Голос Иры звучал взволнованно: «Представляешь, Боря смотрел документы охранки по наблюдению за Распутиным за 1910-1016 годы, там в списках посетителей неоднократно встречается фамилия моего деда!»
Я в шоке: где мы, где Распутин! Прошлый век. Да, что там прошлый – это, вообще, из каких-то времен, касающихся нас только историей.
После войны жизнь как будто началась заново, другая жизнь. Война, как костер, спалила все, что не смогла уничтожить ни революция, ни гражданская война: все признаки уклада дореволюционной России, включая предметы, характер отношений, даже образ мыслей. Родители забыли, а мы и не узнали о существовании многих предметов обихода, соответственно связанного с ними производства и ремесел, исчезли одни профессии и появились новые. Сам быт упростился. Хорошо, что еще сохранились немногочисленные фотографии – и как, вообще, они сохранились после обысков, переездов, бомбежек и всей жизни нашей.
Ирин дед, Людвиг Франц Бернер, из старых немецких поселенцев, секретарь Бельгийского консульства, после революции не захотел оставить Россию. Уже находясь под арестом в Большом доме, ответил бельгийскому представителю на предложение уехать с семьей в благополучную Бельгию, что всё происходящее временно и всё в стране наладится. Ох, уж эти немцы, ставшие патриотами новой родины и хранившие верность ей при всех испытаниях!
Мне вспомнился прочитанный когда-то рассказ одной из родственниц Маннергейма (к сожалению, не помню ее фамилию), дочери офицера русского флота, ребенком на одном из оставшихся кораблей после революции покинувшей Россию и оказавшейся с семьей, в конце концов, в Бизерте, о том, как и в изгнании отец ее старался поддерживать дисциплину, дух и традиции русского морского офицерства, как отказался присягнуть Франции и до конца жизни семья оставалась с нансеновскими паспортами со всеми вытекающим последствиями.

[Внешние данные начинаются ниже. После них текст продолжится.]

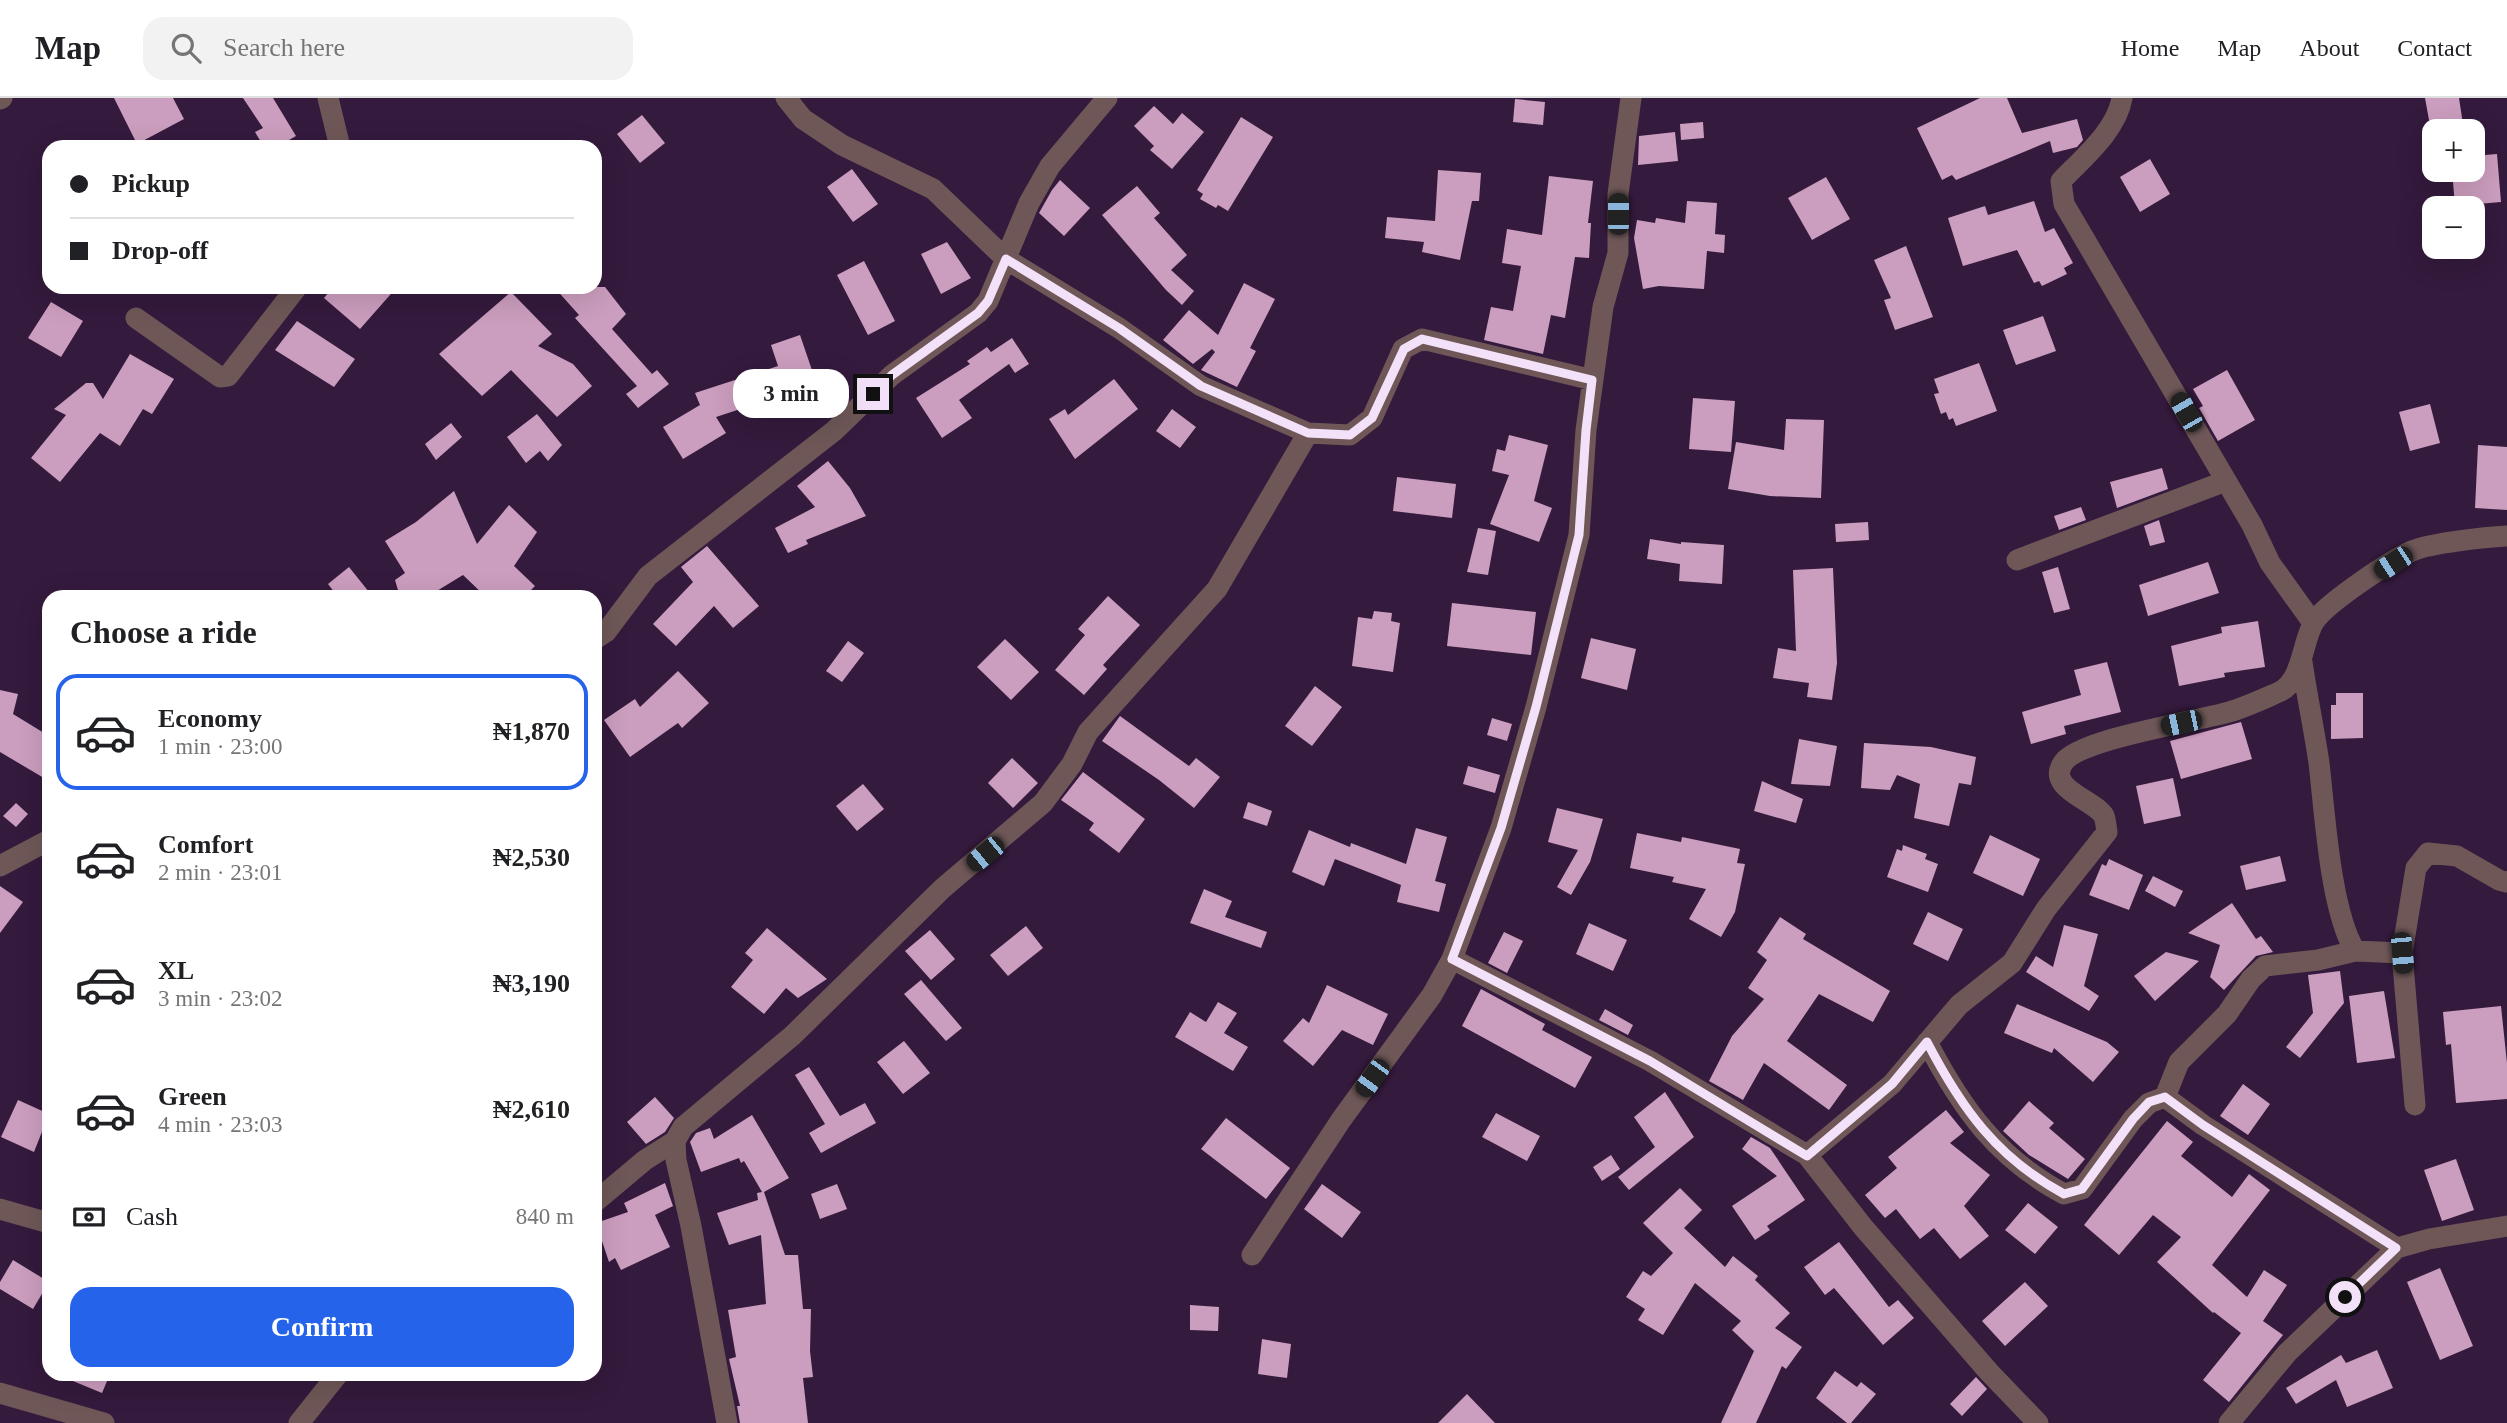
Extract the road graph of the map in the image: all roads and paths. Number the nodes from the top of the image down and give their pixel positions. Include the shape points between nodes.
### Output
1 (328, 98) edge
2 (786, 98) edge
3 (1107, 98) edge
4 (1631, 98) edge
5 (2122, 98) edge
6 (338, 140) edge
7 (1006, 259) junction
8 (292, 294) edge
9 (136, 318) dead end
10 (1592, 380) junction
11 (1308, 433) junction
12 (2227, 481) junction
13 (2507, 536) edge
14 (2017, 560) dead end
15 (2313, 623) junction
16 (602, 635) edge
17 (2302, 662) junction
18 (42, 844) edge
19 (0, 866) edge
20 (2507, 882) edge
21 (2356, 951) junction
22 (2402, 953) junction
23 (1452, 959) junction
24 (1927, 1042) junction
25 (2165, 1097) junction
26 (2415, 1105) dead end
27 (675, 1141) junction
28 (1807, 1156) junction
29 (602, 1196) edge
30 (0, 1209) edge
31 (42, 1221) edge
32 (2507, 1226) edge
33 (2396, 1248) junction
34 (1252, 1255) dead end
35 (332, 1381) edge
36 (0, 1393) edge
37 (104, 1423) edge
38 (299, 1423) edge
39 (727, 1423) edge
40 (2038, 1423) edge
41 (2228, 1423) edge

1 - 6 street
2 - 7 street via 803,119 842,145 933,189
3 - 7 street via 1050,166
4 - 10 street via 1618,194 1618,253 1603,307
5 - 12 street via 2120,113 2061,181 2064,204
7 - 11 street via 1119,328 1201,386
7 - 16 street via 978,313 892,375 834,431 648,576
8 - 9 street via 228,376 220,377
10 - 11 street via 1422,339 1404,349 1372,418 1350,435
10 - 23 street via 1579,535 1501,828
11 - 27 street via 1217,589 1088,732 1072,764 1043,803 943,888 792,1036 683,1127
12 - 14 street
12 - 15 street via 2270,563
13 - 15 street via 2413,550 2334,600
15 - 17 street
17 - 21 street via 2329,854 2346,935
17 - 24 street via 2283,691 2230,712 2132,733 2074,753 2064,761 2059,770 2062,782 2098,810 2107,832 2046,909 2012,963 1959,1005
18 - 19 street
20 - 22 street via 2457,856 2428,853 2416,868
21 - 22 street
21 - 25 street via 2265,966 2250,979 2227,1014 2179,1062
22 - 26 street
23 - 28 street via 1650,1061
23 - 34 street via 1432,995 1341,1119
24 - 25 street via 1969,1115 2035,1179 2064,1194 2082,1189 2133,1119 2149,1102
24 - 28 street via 1892,1084
25 - 33 street
27 - 29 street
27 - 39 street
28 - 40 street via 1863,1227
30 - 31 street
32 - 33 street
33 - 41 street via 2287,1353
35 - 38 street
36 - 37 street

А Людвиг Бернер остался в России, да так и сгинул в лагерях. На фотографии он красивый, с ухоженными усами, в мундире, полный достоинства и уверенности. Рядом фотография бабушки, русской балерины, в шляпе с вуалью и красивом костюме. Фотографий Ириной мамы не помню. В пятнадцать лет она осталась сиротой, квартиру занял какой-то уполномоченный, а потом всю жизнь старалась быть незаметной, неся как крест и как награду фамилию отца, даже и в замужестве. Потом блокада, смерть малютки сына, гибель мужа. И всю жизнь опасение, что и за ней придут, как пообещали когда-то в ОГПУ. Я-то давно перестала удивляться, почему Ира такая сдержанная, даже скрытная, видимо, это уже в генах.
Вот такая история. Близкая. На том конце телефонного провода.